When school resumes, Phil is drawn to Nicholas, a new classmate, and the two begin a passionate affair. Their relationship faces no objections; Tereza even lends them her weekend cabin for privacy. Though Nicholas grows close to Kat, creating a carefree dynamic among the trio, Phil questions Nicholas's sincerity. To prove his devotion, Nicholas shows Phil a shed where he collects discarded objects. Reigniting his feelings, Phil crafts a display case for Nicholas in the workshop of Michael, Glass's new boyfriend. However, Phil later discovers Nicholas and Kat sleeping together. Nicholas insists he needs both Phil and Kat, but Phil rejects him.

Phil notices Dianne sneaking out nightly and follows her to a hospital. Confronting Glass about their rift, he learns nothing of what transpired during his absence. As familial tensions escalate, Phil moves in with Tereza, followed shortly by Dianne.

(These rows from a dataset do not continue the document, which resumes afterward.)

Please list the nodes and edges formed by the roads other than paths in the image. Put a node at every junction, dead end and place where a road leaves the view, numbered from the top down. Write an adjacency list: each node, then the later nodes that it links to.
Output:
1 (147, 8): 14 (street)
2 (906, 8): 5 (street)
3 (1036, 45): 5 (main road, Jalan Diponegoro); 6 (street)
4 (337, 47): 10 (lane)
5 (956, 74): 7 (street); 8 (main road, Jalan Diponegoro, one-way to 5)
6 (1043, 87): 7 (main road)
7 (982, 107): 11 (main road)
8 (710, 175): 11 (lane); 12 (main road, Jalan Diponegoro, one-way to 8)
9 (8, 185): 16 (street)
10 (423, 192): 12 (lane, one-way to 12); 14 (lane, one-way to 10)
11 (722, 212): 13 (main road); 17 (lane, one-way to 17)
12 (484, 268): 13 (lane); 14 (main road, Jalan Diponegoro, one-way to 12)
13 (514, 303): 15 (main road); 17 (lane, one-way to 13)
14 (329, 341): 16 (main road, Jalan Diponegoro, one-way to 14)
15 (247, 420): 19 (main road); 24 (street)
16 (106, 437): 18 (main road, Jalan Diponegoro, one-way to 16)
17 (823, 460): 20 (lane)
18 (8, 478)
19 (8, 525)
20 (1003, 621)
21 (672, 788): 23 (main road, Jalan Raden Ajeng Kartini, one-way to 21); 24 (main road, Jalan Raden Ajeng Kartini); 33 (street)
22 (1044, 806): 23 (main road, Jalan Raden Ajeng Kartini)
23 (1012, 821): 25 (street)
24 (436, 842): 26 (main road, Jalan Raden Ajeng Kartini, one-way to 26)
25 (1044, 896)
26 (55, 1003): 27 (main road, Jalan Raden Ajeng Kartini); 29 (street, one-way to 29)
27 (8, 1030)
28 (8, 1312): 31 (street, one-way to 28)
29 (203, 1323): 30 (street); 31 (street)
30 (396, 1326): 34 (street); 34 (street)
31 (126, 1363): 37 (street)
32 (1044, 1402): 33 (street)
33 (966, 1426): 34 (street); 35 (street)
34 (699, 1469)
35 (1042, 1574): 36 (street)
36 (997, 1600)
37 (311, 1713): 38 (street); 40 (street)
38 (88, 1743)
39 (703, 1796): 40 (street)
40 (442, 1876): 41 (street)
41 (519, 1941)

Flashbacks reveal the family's troubled past: Glass arrived in Germany pregnant from America, never disclosing the twins’ father's identity. Her string of failed relationships, often sabotaged by her behavior, left Dianne longing for a paternal figure. A miscarriage—nearly fatal for Glass—further strained their history. Glass hints that a botanical book in the villa's library holds answers to their conflict. Phil recalls tales of medieval women using belladonna poison to enhance allure, then lethal doses to “erase their mistakes.” Finding the book in Dianne's room, he learns she poisoned Glass in revenge for driving away her partners. During Phil's absence, Dianne's boyfriend was left comatose after a storm-induced accident, destabilizing her. Her confession to Glass caused the family's estrangement. With Michael's help, Phil reconciles Dianne and Glass, reuniting the family.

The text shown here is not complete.